The further we get into HD radio, Ibiquity‘s IBOC system, the weaker it looks.  Ibiquity has admitted that the digital signal lacks building penetration, calling indoor reception “impossible” and “non-existent” 10 miles from the transmitter site.   They have also stated the system has serious coverage problems during driving tests. Even with the proposed power increase from -20 dB to -14 dB, a 6 dB increase (squaring the power) showed some improvement, but still had significant signal problems.

Good thing all of those early adopters plunked down $25,000.00 in licensing fees to use it.  At least it provided “High Definition” radio, right?  Well, not exactly.  The HD in HD radio really doesn’t stand for anything, so says Ibiquity, it is just two letters they picked to name the system.  As far as the improved audio quality between the analog FM signal and the HD Radio signal goes, will the average listener care?  I doubt it very much.

Well then, what, exactly do stations get for implementing HD radio?  For a cut of the action, Ibiquity will allow stations to broadcast a second channel, which, isn’t that nice, especially since Ibiquity is paying all of those FCC spectrum use fees, right?  Wrong again, the station pays those fees every year and they can get quite hefty for class B radio stations in major markets.

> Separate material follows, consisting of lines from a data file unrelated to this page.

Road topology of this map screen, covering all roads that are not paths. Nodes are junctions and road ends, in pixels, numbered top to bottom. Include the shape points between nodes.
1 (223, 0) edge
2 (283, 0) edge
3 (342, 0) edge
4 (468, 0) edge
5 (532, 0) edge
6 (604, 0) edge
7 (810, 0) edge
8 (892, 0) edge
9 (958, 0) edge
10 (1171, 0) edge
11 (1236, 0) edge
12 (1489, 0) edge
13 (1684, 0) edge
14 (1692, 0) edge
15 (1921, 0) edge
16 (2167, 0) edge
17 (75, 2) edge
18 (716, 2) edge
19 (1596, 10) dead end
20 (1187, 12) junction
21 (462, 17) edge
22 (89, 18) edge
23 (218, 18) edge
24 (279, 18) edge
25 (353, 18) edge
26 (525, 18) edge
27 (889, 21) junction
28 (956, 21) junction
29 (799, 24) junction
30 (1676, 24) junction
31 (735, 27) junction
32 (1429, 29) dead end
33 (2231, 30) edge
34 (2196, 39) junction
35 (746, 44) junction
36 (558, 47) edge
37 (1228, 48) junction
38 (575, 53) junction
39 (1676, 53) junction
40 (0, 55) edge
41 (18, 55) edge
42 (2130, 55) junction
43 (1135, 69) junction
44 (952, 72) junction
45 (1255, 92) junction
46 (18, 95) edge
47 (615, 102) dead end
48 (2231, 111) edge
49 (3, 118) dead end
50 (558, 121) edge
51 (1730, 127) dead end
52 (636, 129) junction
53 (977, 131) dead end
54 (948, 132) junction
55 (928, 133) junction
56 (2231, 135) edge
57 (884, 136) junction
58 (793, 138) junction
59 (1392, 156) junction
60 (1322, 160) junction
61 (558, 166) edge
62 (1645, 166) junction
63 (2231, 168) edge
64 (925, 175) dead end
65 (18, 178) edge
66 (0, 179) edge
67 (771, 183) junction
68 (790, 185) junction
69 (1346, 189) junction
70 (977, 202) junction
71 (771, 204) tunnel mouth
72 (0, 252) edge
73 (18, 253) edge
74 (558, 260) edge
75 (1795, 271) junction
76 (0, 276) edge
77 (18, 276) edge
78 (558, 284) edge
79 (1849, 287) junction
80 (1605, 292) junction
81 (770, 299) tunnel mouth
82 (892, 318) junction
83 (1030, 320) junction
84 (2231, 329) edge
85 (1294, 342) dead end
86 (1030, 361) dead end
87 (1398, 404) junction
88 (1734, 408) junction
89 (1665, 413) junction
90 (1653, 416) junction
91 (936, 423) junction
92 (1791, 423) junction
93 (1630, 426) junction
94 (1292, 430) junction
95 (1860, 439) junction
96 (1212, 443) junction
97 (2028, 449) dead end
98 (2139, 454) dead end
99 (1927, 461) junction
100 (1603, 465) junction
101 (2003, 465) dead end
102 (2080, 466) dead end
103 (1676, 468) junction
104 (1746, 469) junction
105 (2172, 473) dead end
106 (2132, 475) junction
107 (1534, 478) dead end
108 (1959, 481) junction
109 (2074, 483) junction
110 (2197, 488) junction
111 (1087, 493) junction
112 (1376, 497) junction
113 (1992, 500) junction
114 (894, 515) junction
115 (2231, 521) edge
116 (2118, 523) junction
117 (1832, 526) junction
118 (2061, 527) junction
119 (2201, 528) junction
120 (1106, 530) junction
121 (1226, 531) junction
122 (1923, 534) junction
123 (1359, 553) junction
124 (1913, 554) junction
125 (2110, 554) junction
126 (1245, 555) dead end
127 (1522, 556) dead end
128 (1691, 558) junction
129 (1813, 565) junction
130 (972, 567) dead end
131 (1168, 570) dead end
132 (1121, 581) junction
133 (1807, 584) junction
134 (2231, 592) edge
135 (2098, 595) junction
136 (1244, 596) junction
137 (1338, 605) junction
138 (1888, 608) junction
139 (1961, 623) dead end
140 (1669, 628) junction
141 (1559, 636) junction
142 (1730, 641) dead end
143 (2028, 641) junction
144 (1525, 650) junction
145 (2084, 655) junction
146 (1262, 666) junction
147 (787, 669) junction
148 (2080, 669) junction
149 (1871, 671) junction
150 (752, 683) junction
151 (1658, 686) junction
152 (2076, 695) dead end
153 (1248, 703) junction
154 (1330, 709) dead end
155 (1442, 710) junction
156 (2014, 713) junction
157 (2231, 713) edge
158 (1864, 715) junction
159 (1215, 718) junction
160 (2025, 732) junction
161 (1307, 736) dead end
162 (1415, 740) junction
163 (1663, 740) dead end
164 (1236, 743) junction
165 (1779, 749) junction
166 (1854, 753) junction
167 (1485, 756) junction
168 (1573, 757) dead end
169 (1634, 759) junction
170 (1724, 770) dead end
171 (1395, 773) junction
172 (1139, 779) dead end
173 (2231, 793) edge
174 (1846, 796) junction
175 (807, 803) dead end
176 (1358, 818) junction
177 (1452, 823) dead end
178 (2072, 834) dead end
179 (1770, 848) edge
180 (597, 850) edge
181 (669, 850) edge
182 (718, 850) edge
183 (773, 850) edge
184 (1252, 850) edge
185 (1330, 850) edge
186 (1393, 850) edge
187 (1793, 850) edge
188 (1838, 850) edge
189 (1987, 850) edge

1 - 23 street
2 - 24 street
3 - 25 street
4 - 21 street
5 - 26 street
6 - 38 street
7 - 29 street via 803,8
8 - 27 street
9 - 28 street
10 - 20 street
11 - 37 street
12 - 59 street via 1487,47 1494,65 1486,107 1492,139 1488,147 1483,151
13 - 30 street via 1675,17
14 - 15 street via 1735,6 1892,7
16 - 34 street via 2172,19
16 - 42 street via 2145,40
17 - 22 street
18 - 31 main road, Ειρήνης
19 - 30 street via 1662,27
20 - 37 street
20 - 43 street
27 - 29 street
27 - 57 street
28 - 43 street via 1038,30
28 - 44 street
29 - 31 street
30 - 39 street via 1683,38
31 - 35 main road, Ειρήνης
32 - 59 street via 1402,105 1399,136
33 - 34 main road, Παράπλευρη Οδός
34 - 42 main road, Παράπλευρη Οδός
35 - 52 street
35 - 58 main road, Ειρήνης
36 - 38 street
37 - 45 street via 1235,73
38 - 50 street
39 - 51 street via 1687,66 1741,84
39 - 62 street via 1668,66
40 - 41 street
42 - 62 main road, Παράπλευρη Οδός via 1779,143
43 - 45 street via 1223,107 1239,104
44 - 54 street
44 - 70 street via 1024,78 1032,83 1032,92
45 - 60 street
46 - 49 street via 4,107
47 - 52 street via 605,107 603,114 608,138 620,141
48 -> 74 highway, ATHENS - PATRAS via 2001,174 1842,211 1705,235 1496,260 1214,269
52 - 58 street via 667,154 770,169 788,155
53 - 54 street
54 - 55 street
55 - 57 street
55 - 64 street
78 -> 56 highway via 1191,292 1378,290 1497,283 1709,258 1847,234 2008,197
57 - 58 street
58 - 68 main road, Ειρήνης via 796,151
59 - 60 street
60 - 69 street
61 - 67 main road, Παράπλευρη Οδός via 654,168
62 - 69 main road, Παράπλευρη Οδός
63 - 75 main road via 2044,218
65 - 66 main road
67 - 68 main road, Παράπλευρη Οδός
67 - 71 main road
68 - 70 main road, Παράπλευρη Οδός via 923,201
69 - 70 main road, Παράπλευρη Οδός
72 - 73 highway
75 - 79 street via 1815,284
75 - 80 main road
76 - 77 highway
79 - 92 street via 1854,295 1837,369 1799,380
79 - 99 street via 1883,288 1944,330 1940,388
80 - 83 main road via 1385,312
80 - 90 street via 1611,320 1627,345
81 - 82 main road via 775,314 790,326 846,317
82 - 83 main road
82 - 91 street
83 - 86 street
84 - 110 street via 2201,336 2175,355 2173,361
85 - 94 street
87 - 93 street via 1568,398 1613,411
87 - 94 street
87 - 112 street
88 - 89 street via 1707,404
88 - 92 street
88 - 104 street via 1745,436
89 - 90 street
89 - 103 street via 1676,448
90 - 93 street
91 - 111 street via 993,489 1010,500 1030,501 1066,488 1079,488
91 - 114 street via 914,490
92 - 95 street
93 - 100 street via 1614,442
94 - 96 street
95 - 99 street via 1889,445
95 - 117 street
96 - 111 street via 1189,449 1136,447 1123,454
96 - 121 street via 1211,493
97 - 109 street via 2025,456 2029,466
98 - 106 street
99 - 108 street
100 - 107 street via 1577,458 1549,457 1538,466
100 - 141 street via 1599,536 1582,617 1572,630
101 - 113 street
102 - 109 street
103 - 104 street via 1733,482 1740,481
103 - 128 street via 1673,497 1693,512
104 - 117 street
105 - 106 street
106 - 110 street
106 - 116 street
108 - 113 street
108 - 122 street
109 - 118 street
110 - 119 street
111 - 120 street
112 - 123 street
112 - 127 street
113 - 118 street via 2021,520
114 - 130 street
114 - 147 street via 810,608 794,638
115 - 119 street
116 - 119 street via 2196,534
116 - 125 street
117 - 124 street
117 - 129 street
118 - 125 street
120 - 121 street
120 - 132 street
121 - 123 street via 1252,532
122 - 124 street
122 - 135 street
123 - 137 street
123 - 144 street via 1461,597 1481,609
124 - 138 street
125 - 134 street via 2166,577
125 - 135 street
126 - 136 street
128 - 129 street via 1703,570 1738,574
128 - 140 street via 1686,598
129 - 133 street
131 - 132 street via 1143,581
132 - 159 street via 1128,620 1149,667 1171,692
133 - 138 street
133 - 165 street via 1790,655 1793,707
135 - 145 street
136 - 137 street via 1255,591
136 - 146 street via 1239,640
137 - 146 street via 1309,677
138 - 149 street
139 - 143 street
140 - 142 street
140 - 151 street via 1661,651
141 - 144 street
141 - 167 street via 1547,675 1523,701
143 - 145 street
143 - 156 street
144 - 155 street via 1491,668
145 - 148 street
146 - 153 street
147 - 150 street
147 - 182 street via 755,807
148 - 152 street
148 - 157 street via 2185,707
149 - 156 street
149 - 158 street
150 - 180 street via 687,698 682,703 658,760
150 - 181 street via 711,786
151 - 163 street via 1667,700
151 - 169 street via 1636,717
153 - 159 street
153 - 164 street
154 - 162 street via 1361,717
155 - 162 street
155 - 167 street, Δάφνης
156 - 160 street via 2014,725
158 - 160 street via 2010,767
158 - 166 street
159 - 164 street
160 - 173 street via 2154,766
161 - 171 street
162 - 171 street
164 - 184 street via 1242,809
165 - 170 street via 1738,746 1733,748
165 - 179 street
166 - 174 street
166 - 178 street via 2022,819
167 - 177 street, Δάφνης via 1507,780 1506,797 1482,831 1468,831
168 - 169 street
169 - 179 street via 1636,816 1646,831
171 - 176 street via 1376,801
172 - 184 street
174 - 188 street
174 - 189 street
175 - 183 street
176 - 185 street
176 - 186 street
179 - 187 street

Then there is the complete lack of public awareness, which, in light of the above problems, might be a good thing.  To date, only one car manufacturer, BMW, has installed stock HD radios in any car models.  If one where to go to a best buy and ask for a “digital radio,” they would likely show a radio with a digital readout on the tuner.  If one were to ask for a “HD Radio” they may or may not know what you are asking for.

Ibiquity’s answer to this is “Well, you guys are radio stations, right?  You should be able to market this system yourself.”  Okay, true enough.  If station WXYZ ran a HD radio awareness campaign, where would they send the bill?  That would be fair, after all, for using the station’s inventory to promote somebody else’s product.  Would Ibiquity take some money off the substantial licensing fee for this?  Somehow, I doubt it.

AM HD radio is is even more of a mess.  On AM HD Radio stations, analog signals are limited to 5 kHz, slightly better than telephone audio.  The digital signal washes out the first two adjacent channels on either side of the assigned carrier and can only be used during the day.  To me, last time I listened to it, it sounded strident and harsh, sort of like Sirius Satellite Radio, altogether another topic.

Then, there is the FCC mandating a proprietary codec for digital broadcasting.  I am not the only one who is being rubbed the wrong way by this, others have commented on it too.

If we are serrious about adopting a digital radio format in this country, all of the above issues need to be worked out.  It is time to sit down and take a long, hard, critical look at the IBOC system and evaluate it on its merits, not its marketing.  If indeed, an IBOC system is the best way to impliment digital radio, then the kinks need to be worked out now, else it will spell the end of part 73 broadcasting.